# Starrett No 199 Master Precision Level Cleaned Up Nice!



## coolidge (Apr 5, 2015)

I scored this on ebay recently for $289, yesterday I cleaned off all the sticky inspection labels and goo and it cleaned up real nice. Man but 3M adhesive remover stinks to high heaven.


----------



## kd4gij (Apr 5, 2015)

Nice you did good.


----------



## rgray (Apr 5, 2015)

Beautiful tool. I'd trade you my Chinese one for it any day.


----------



## george wilson (Apr 8, 2015)

I have one of those in mint condition. Be advised that those always have their bases scraped slightly hollow. When I use mine to level a lathe,I always make sure that I put the level on the parallels in exactly the same place when doing both ends of the lathe bed.

Not a bad idea to mark the sides of the level with a magic marker to show exactly where to set the level on the parallels consistently.


----------



## coolidge (Apr 9, 2015)

George I just cleaned the magic marker off the sides, I was wondering why it was marked up lol.


----------



## george wilson (Apr 9, 2015)

It is always cool when by some miracle,you can find out why some obscure thing was done to old equipment before you got it.


----------



## RJSakowski (Apr 9, 2015)

Nice level George.  It appears pristine.

I use WD40 for removing those pesky labels.  It is generally not harmful to plastic or painted surfaces and it doesn't have the obnoxious smell of the solvents.  It doesn't dissolve the rubber based adhesives but softens them enough to wipe them off easily.  Remove as much of the label as possible for quicker action.  Other light oils or mineral spirits will also work although, in my experience, not as well.


----------



## The Liberal Arts Garage (Oct 9, 2016)

Use Goof - Off--- best for this sort of thing..........BLJHB


----------



## co1859 (Oct 9, 2016)

Very nice find.


----------



## Uglydog (Oct 9, 2016)

George Wilson,
Please elaborate what do mean: 





george wilson said:


> those always have their bases scraped slightly hollow.


Where is the hollow?
Do you think this is intentional?
Why?

Daryl
MN


----------



## 4GSR (Oct 9, 2016)

Darly,

It's mainly done to prevent the level from rocking on high center on a machine way or table. You're only talking about a half of a tenth or so if even that. Ken


----------



## Uglydog (Oct 9, 2016)

4gsr,
Thanks I've got one with a divit. Presumably dropped. 
Really, I didn't do it.
Someday I hope to get around to scraping her in.

Daryl
MN


----------



## Sendit (Oct 10, 2016)

How do you go about calibrating these?

awesome find!


----------



## george wilson (Oct 10, 2016)

I could do without that annoying little hollow on the bottom of my Starrett Master level. I ALWAYS WEAR THICK COTTON GLOVES WHEN HANDLING MY LEVELS TO AVOID HEAT GETTING TRANSFERRED TO THEM. When setting the level across parallels on my long lathe,I always make sure I set the base of the level on exactly the same spots every time I move it. It is a good idea to mark 2 places with a marker on the side of the level,and always set the parallels there.

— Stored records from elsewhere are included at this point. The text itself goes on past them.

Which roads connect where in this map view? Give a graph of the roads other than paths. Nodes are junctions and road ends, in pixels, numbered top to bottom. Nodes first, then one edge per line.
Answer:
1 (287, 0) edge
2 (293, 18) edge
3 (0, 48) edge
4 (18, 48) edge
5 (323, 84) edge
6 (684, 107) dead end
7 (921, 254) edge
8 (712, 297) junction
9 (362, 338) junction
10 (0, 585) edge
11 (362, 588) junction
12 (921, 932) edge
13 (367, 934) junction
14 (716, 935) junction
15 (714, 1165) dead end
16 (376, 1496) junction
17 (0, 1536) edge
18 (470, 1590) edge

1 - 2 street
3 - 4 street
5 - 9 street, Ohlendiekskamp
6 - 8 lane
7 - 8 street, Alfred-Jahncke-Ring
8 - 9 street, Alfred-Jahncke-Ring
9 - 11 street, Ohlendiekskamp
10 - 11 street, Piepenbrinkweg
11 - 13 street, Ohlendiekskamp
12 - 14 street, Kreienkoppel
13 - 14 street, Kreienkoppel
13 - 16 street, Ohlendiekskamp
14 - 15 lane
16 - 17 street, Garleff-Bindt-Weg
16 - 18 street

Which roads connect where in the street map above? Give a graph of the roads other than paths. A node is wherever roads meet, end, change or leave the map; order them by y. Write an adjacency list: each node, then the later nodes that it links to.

I also have the 12 inch" Starrett "Mechanic's level.(Mind you,I got these levels USED!)  The Master is so sensitive it can be a bit of trouble !  I sometimes use the Mechanic's Level to get started,then use the Master level once I've gotten everything close. In reality,if you are careful about exactly where the bubble is,you can just use the Mechanic's Level and be done with it. You could just mark where the bubble is with a fine marker before you move the mechanic's level to the other end of the lathe.

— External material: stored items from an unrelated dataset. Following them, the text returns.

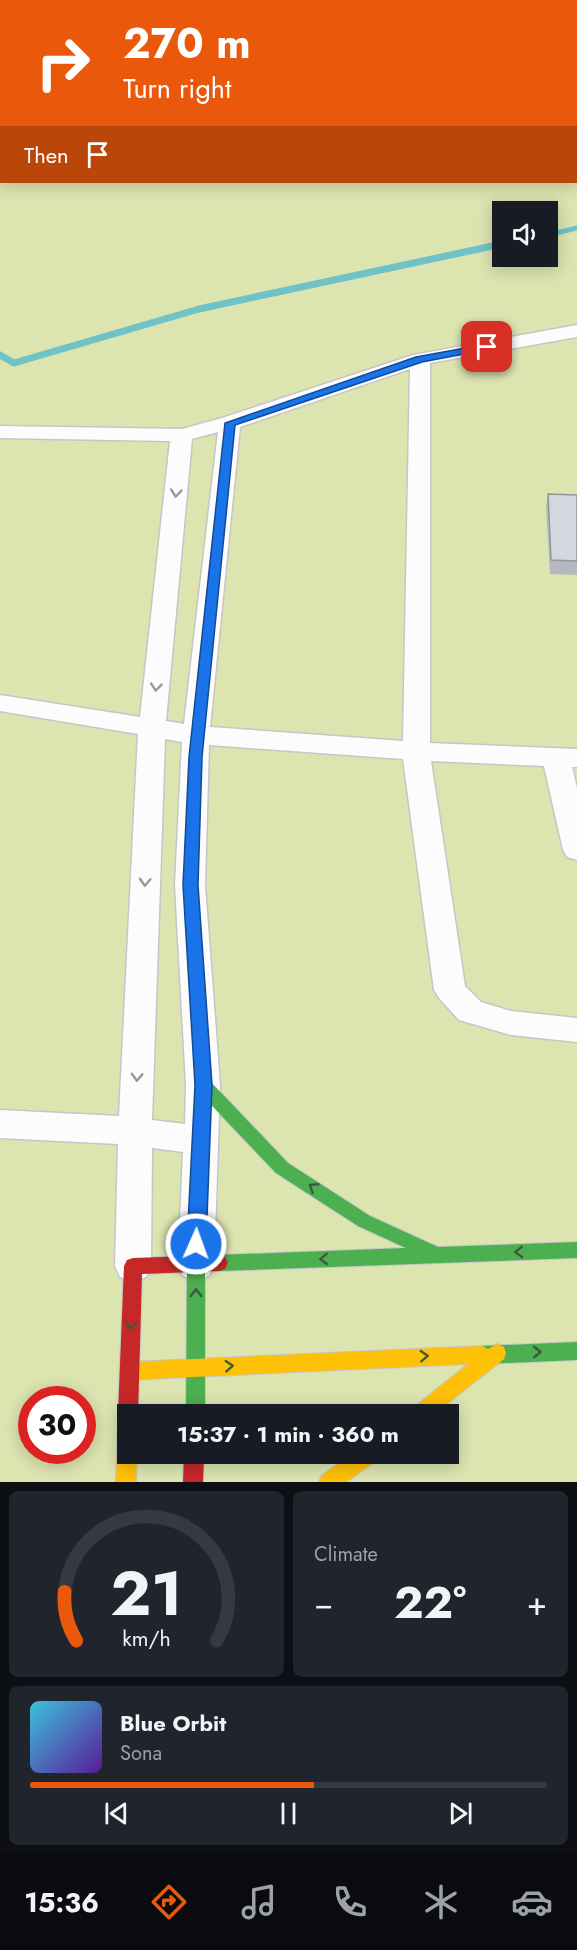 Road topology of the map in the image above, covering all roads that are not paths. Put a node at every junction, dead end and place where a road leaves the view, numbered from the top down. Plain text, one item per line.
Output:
1 (577, 331) edge
2 (420, 359) junction
3 (230, 423) junction
4 (0, 432) edge
5 (182, 435) junction
6 (0, 703) edge
7 (152, 730) junction
8 (196, 735) junction
9 (416, 751) junction
10 (567, 757) edge
11 (577, 850) edge
12 (577, 1030) edge
13 (203, 1085) junction
14 (0, 1124) edge
15 (135, 1131) junction
16 (201, 1141) junction
17 (577, 1250) edge
18 (438, 1254) junction
19 (196, 1265) junction
20 (133, 1266) junction
21 (577, 1351) edge
22 (497, 1353) junction
23 (195, 1367) junction
24 (129, 1371) junction
25 (128, 1404) edge
26 (195, 1404) edge
27 (433, 1404) edge
28 (127, 1464) edge
29 (194, 1464) edge
30 (355, 1464) edge
31 (126, 1482) edge
32 (193, 1482) edge
33 (329, 1482) edge

1 - 2 street
2 - 3 street
2 - 9 street
3 - 5 street
3 - 8 street
4 - 5 street
5 -> 7 street
6 - 7 street
7 - 8 street
7 -> 15 street
8 - 9 street
8 - 13 street
9 - 10 street
9 - 12 street
10 - 11 street
13 - 16 street
18 -> 13 main road
14 - 15 street
15 - 16 street
15 - 20 street
16 - 19 street
17 -> 18 main road
18 -> 19 main road
19 - 20 main road
23 -> 19 main road
20 -> 24 main road
22 -> 21 main road
23 -> 22 main road
22 - 27 main road
23 - 24 main road
23 - 26 main road
24 - 25 main road
28 - 31 main road
29 - 32 main road
30 - 33 main road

There are simple techniques to get the bed of your lathe straight WITHOUT the use of a level at all. Maybe I'll post how to do that so everyone can find it.

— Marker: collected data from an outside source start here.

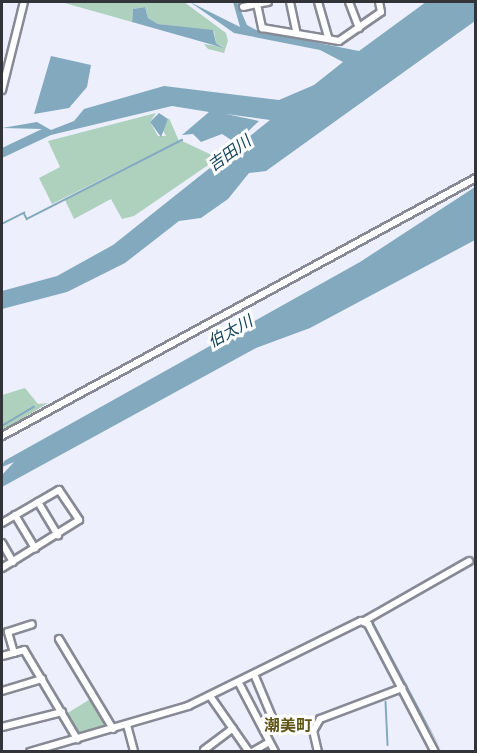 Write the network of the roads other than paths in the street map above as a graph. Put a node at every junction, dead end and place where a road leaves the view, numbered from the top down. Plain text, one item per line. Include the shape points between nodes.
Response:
1 (24, 2) edge
2 (268, 2) edge
3 (290, 2) edge
4 (318, 2) edge
5 (348, 2) edge
6 (379, 2) edge
7 (257, 4) junction
8 (243, 7) dead end
9 (359, 28) junction
10 (296, 31) junction
11 (327, 38) junction
12 (3, 74) edge
13 (2, 90) edge
14 (476, 178) edge
15 (2, 436) edge
16 (38, 502) junction
17 (15, 515) junction
18 (2, 523) edge
19 (58, 536) junction
20 (2, 543) edge
21 (35, 549) junction
22 (469, 561) dead end
23 (13, 562) junction
24 (2, 568) edge
25 (363, 621) junction
26 (32, 624) dead end
27 (59, 639) dead end
28 (14, 653) junction
29 (2, 656) edge
30 (254, 674) junction
31 (42, 679) junction
32 (240, 685) dead end
33 (402, 688) junction
34 (2, 691) edge
35 (210, 696) junction
36 (62, 712) junction
37 (127, 725) junction
38 (2, 727) edge
39 (233, 728) junction
40 (113, 729) junction
41 (277, 729) dead end
42 (77, 739) junction
43 (269, 742) junction
44 (59, 743) junction
45 (204, 750) edge
46 (30, 752) edge
47 (60, 752) edge
48 (134, 752) edge
49 (251, 752) edge
50 (274, 752) edge
51 (318, 752) edge
52 (435, 752) edge

1 - 12 street
2 - 7 street
3 - 10 street
4 - 11 street
5 - 9 street
6 - 9 street via 381,12
7 - 8 street
7 - 10 street via 262,28
9 - 11 street via 340,40
10 - 11 street
12 - 13 street
14 - 15 street
16 - 17 street
16 - 19 street
16 - 19 street via 59,490 68,500 79,523
17 - 18 street
17 - 21 street
19 - 21 street
20 - 23 street
21 - 23 street
22 - 25 street
23 - 24 street
25 - 30 street
25 - 33 street
26 - 28 street via 8,632
27 - 40 street
28 - 29 street
28 - 31 street via 24,650
30 - 35 street
30 - 41 street
31 - 34 street
31 - 36 street
32 - 43 street
33 - 51 street via 320,719 314,731
33 - 52 street
35 - 37 street
35 - 39 street
36 - 38 street
36 - 42 street
37 - 40 street
37 - 48 street
39 - 45 street
39 - 49 street
40 - 42 street
42 - 44 street
43 - 49 street
43 - 50 street
44 - 46 street
44 - 47 street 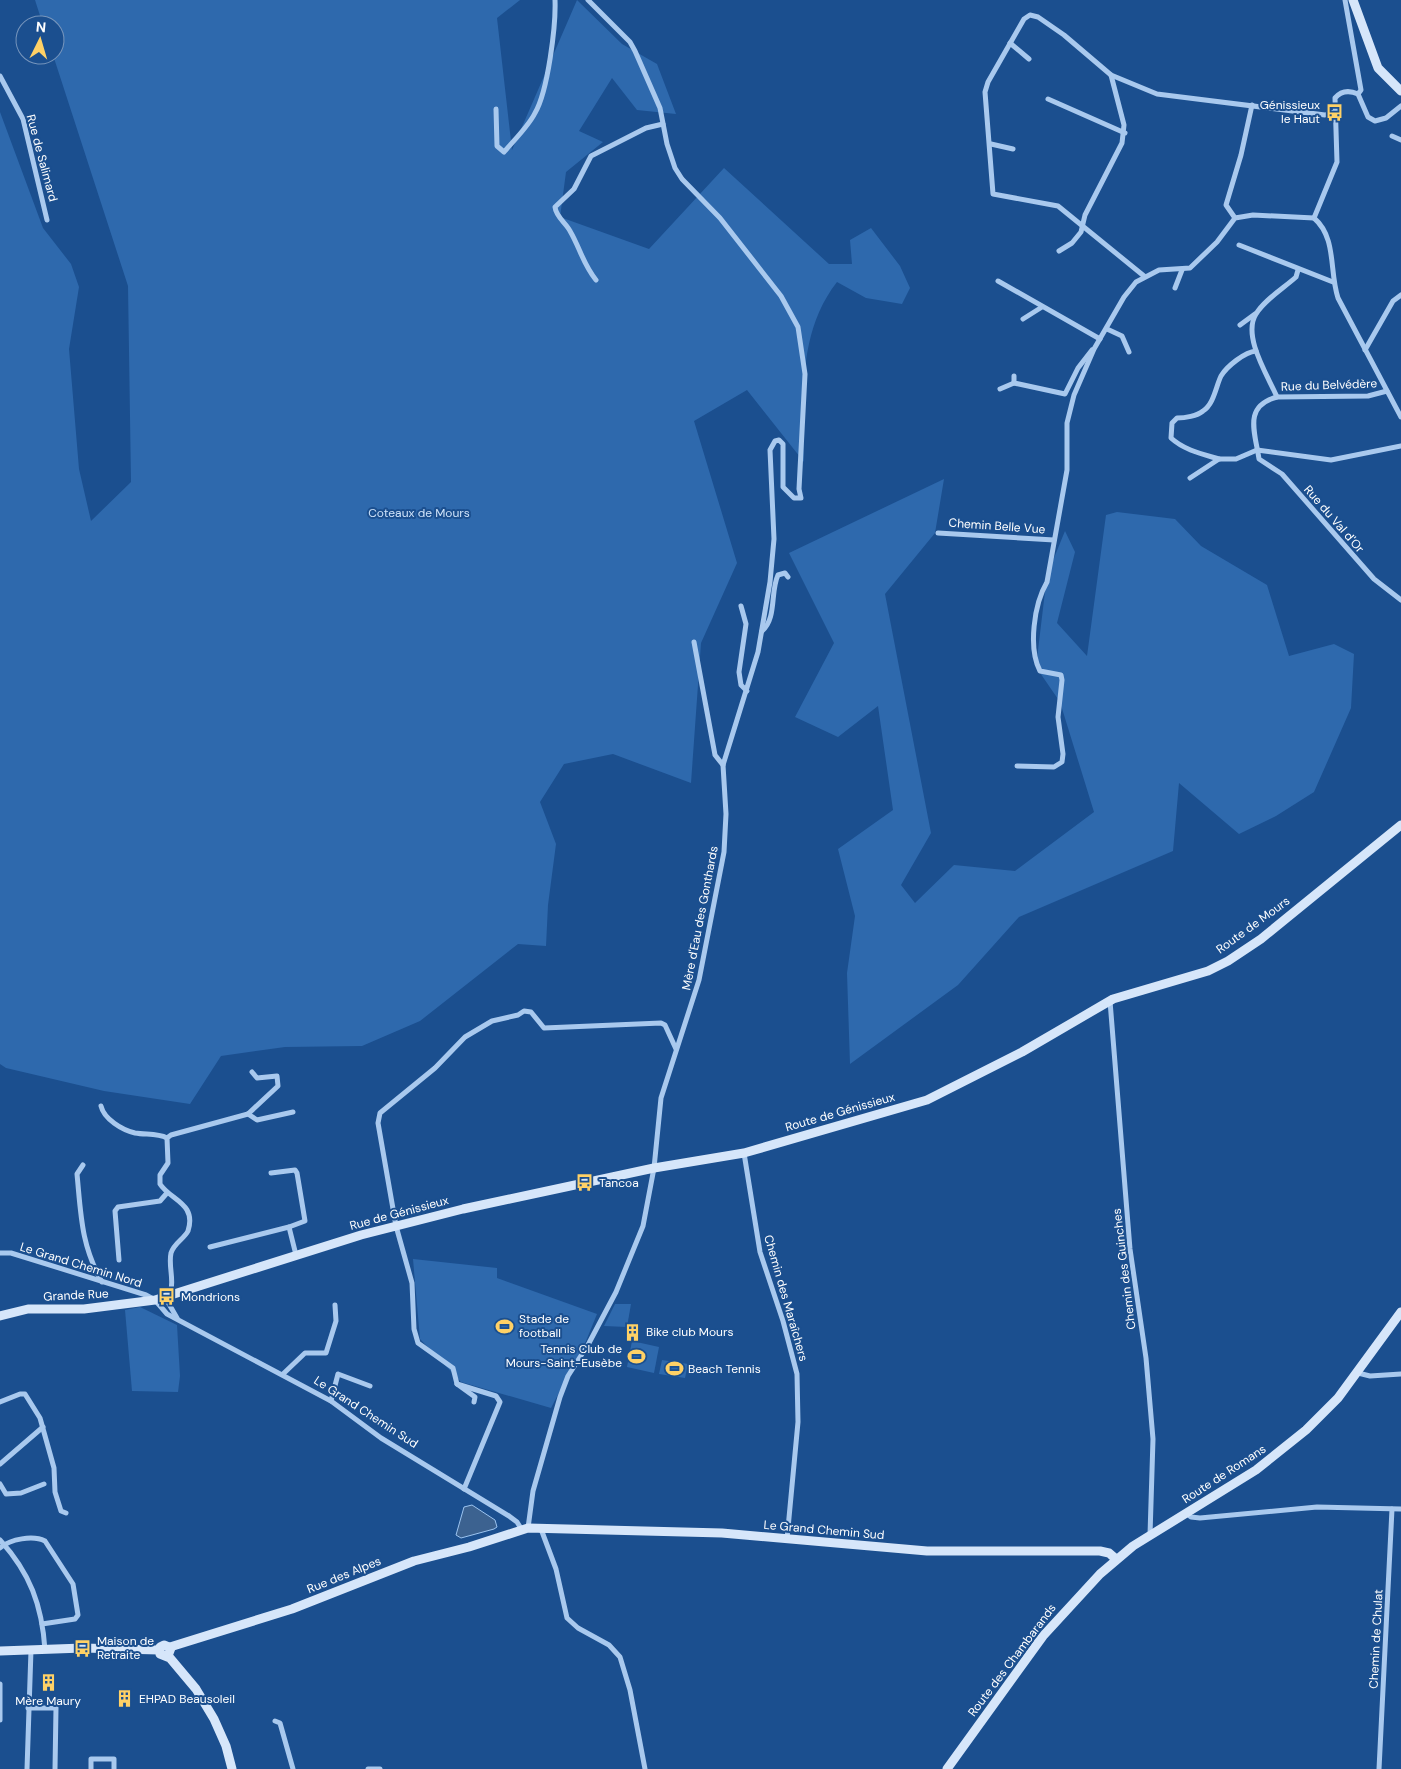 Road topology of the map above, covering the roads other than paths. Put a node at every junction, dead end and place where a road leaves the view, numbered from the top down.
1 (554, 0) edge
2 (588, 0) edge
3 (1345, 0) edge
4 (1353, 0) edge
5 (1010, 43) junction
6 (1030, 58) dead end
7 (1111, 75) junction
8 (0, 76) edge
9 (1401, 91) edge
10 (1358, 94) junction
11 (1048, 100) dead end
12 (1252, 105) junction
13 (1401, 106) edge
14 (496, 109) dead end
15 (1334, 112) junction
16 (663, 124) junction
17 (1124, 133) junction
18 (1392, 136) dead end
19 (1401, 140) edge
20 (990, 144) junction
21 (1013, 149) dead end
22 (1235, 218) junction
23 (1314, 218) junction
24 (47, 220) dead end
25 (1084, 226) junction
26 (1239, 245) dead end
27 (1059, 251) dead end
28 (1182, 270) junction
29 (1298, 270) junction
30 (1144, 276) junction
31 (596, 280) dead end
32 (998, 281) dead end
33 (1333, 282) junction
34 (1175, 288) dead end
35 (1401, 294) edge
36 (1042, 307) junction
37 (1256, 314) junction
38 (1023, 318) dead end
39 (1240, 325) dead end
40 (1107, 329) junction
41 (1100, 339) junction
42 (1094, 349) junction
43 (1365, 350) junction
44 (1129, 352) dead end
45 (1256, 352) junction
46 (1014, 376) dead end
47 (1014, 383) junction
48 (1000, 389) dead end
49 (1387, 391) junction
50 (1277, 397) junction
51 (1401, 417) edge
52 (1401, 446) edge
53 (1257, 450) junction
54 (1219, 459) junction
55 (1190, 478) dead end
56 (938, 533) dead end
57 (1054, 540) junction
58 (788, 577) dead end
59 (1401, 600) edge
60 (741, 606) dead end
61 (762, 631) junction
62 (694, 642) dead end
63 (747, 691) junction
64 (723, 765) junction
65 (1017, 766) dead end
66 (1401, 826) edge
67 (1110, 1001) junction
68 (676, 1050) junction
69 (1022, 1052) joint
70 (252, 1072) dead end
71 (101, 1106) dead end
72 (293, 1112) dead end
73 (248, 1114) junction
74 (167, 1138) junction
75 (744, 1153) junction
76 (83, 1165) dead end
77 (654, 1168) junction
78 (271, 1173) dead end
79 (167, 1193) junction
80 (396, 1226) junction
81 (289, 1228) junction
82 (210, 1247) dead end
83 (0, 1253) edge
84 (296, 1255) junction
85 (119, 1260) dead end
86 (173, 1278) junction
87 (102, 1282) junction
88 (186, 1291) junction
89 (167, 1296) junction
90 (155, 1300) junction
91 (334, 1305) dead end
92 (1401, 1312) edge
93 (0, 1316) edge
94 (179, 1320) junction
95 (1358, 1373) junction
96 (283, 1374) junction
97 (1401, 1374) edge
98 (457, 1384) junction
99 (370, 1386) dead end
100 (331, 1401) junction
101 (0, 1402) edge
102 (474, 1402) dead end
103 (43, 1427) junction
104 (0, 1464) edge
105 (0, 1484) edge
106 (44, 1484) dead end
107 (464, 1489) junction
108 (1392, 1509) junction
109 (1401, 1509) edge
110 (1186, 1512) junction
111 (66, 1513) dead end
112 (543, 1529) junction
113 (522, 1530) junction
114 (1150, 1534) junction
115 (787, 1539) junction
116 (1, 1544) edge
117 (1128, 1549) junction
118 (1100, 1551) junction
119 (1116, 1559) junction
120 (42, 1624) junction
121 (170, 1647) junction
122 (31, 1650) junction
123 (45, 1650) junction
124 (159, 1650) junction
125 (0, 1651) edge
126 (168, 1656) junction
127 (0, 1684) edge
128 (28, 1708) junction
129 (0, 1720) edge
130 (275, 1721) dead end
131 (27, 1769) edge
132 (55, 1769) edge
133 (91, 1769) edge
134 (114, 1769) edge
135 (232, 1769) edge
136 (293, 1769) edge
137 (368, 1769) edge
138 (380, 1769) edge
139 (645, 1769) edge
140 (947, 1769) edge
141 (1380, 1769) edge

1 - 14 street
2 - 16 street
3 - 10 street
4 - 9 street
5 - 6 street
5 - 7 street
5 - 20 street
7 - 12 street
7 - 17 street
8 - 24 street, Rue de Salimard
10 - 13 street
10 - 15 street
11 - 17 street
12 - 15 street
12 - 22 street
15 - 23 street
16 - 31 street
16 - 61 street, Mère d'Eau des Gonthards
17 - 25 street
18 - 19 street
20 - 21 street
20 - 25 street
22 - 23 street
22 - 28 street
23 - 33 street
25 - 27 street
25 - 30 street
26 - 29 street
28 - 30 street
28 - 34 street
29 - 33 street
29 - 37 street
30 - 40 street
32 - 36 street
33 - 43 street
35 - 43 street
36 - 38 street
36 - 41 street
37 - 39 street
37 - 45 street
40 - 41 street
40 - 44 street
41 - 42 street
42 - 47 street
42 - 57 street
43 - 49 street
45 - 50 street
45 - 54 street
46 - 47 street
47 - 48 street
49 - 50 street, Rue du Belvédère
49 - 51 street
50 - 53 street, Rue du Belvédère
52 - 53 street
53 - 54 street
53 - 59 street, Rue du Val d'Or
54 - 55 street
56 - 57 street, Chemin Belle Vue
57 - 65 street
58 - 61 street
60 - 63 street
61 - 63 street, Mère d'Eau des Gonthards
62 - 64 street
63 - 64 street, Mère d'Eau des Gonthards
64 - 68 street, Mère d'Eau des Gonthards
66 - 67 street, Route de Mours
67 - 69 street, Route de Mours
67 - 114 street, Chemin des Guinches
68 - 77 street, Mère d'Eau des Gonthards
68 - 80 street
69 - 75 street, Route de Génissieux
70 - 73 street
71 - 74 street
72 - 73 street
73 - 74 street
74 - 79 street
75 - 77 street, Route de Génissieux
75 - 115 street, Chemin des Maraîchers
76 - 87 street
77 - 80 street, Rue de Génissieux
77 - 113 street, Mère d'Eau des Gonthards
78 - 81 street
79 - 85 street
79 - 86 street
80 - 84 street, Rue de Génissieux
80 - 98 street
81 - 82 street
81 - 84 street
83 - 87 street, Le Grand Chemin Nord
84 - 88 street, Rue de Génissieux
86 - 88 street
86 - 89 street
87 - 90 street, Le Grand Chemin Nord
88 - 89 street, Rue de Génissieux
89 - 90 street, Rue de Génissieux
89 - 94 street
90 - 93 street, Grande Rue
90 - 94 street, Le Grand Chemin Sud
91 - 96 street
92 - 95 street, Route de Romans
94 - 96 street, Le Grand Chemin Sud
95 - 97 street
95 - 110 street, Route de Romans
96 - 100 street, Le Grand Chemin Sud
98 - 102 street
98 - 107 street
99 - 100 street
100 - 107 street, Le Grand Chemin Sud
101 - 103 street
103 - 104 street
103 - 111 street
105 - 106 street
107 - 113 street, Le Grand Chemin Sud
108 - 109 street
108 - 110 street
108 - 141 street, Chemin de Chulat
110 - 114 street, Route de Romans
112 - 113 street, Le Grand Chemin Sud
112 - 115 street, Le Grand Chemin Sud
112 - 139 street
113 - 121 street, Rue des Alpes
114 - 117 street, Route des Chambarands
115 - 118 street, Le Grand Chemin Sud
116 - 120 street
116 - 120 street
117 - 118 street
117 - 119 street, Route des Chambarands
118 - 119 street, Le Grand Chemin Sud
119 - 140 street, Route des Chambarands
120 - 123 street
121 - 124 street
121 - 126 street
122 - 123 street
122 - 125 street
122 - 128 street
123 - 124 street
124 - 126 street
126 - 135 street
127 - 129 street
128 - 131 street
128 - 132 street
130 - 136 street
133 - 134 street
137 - 138 street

Daryl: hopefully,the divot will not affect the accuracy of your level.


----------



## Uglydog (Oct 10, 2016)

george wilson,
I ended up with two master 199s and a 98.
All used. Both the 199s are equally fussy. Sounds like the same fussy you have. 
I clearly don't need two! Was hoping to pretty it up and sell it.

Daryl
MN


----------



## Heckle and Jeckle (Oct 11, 2016)

Good looking tool, has a first class professional look about it.

Not to hijack the thread, what are anyone's thoughts regarding a digital level ?


----------



## Tony Wells (Oct 12, 2016)

Most of what are simply digital levels don't come close to a good precision bubble level. The next step up in measuring deviation from horizontal are inclinometers. Wyler is one of a few makers of such instruments. Here's a nice one, but better get your black Amex out.

http://www.penntoolco.com/wyler-fowler-nivelswiss-d-digital-inclinometer-formerly-niveltronic/


----------



## JimDawson (Oct 12, 2016)

Yeah...........That's a bit pricey


----------



## Tony Wells (Oct 12, 2016)

I have one of the Clinotronic instruments, and it is invaluable for what it is. It is NOT a precision level though. IIRC, it's accurate to <3 minutes of arc.I like it because I can use it for relative measurements. I can (without disturbing datum I) set it on a surface and zero it, then move it to another and measure the angle between those two. Or can switch back to the original datum and check their absolute angles relative to level. I have checked it against a precision level, and it reads in agreement to the extent of the travel of the level, which of course isn't much. These inclinometers usually can measure up to 45° deviation from level, some to 90° and some even 360°. It all depends on what you want to spend.


----------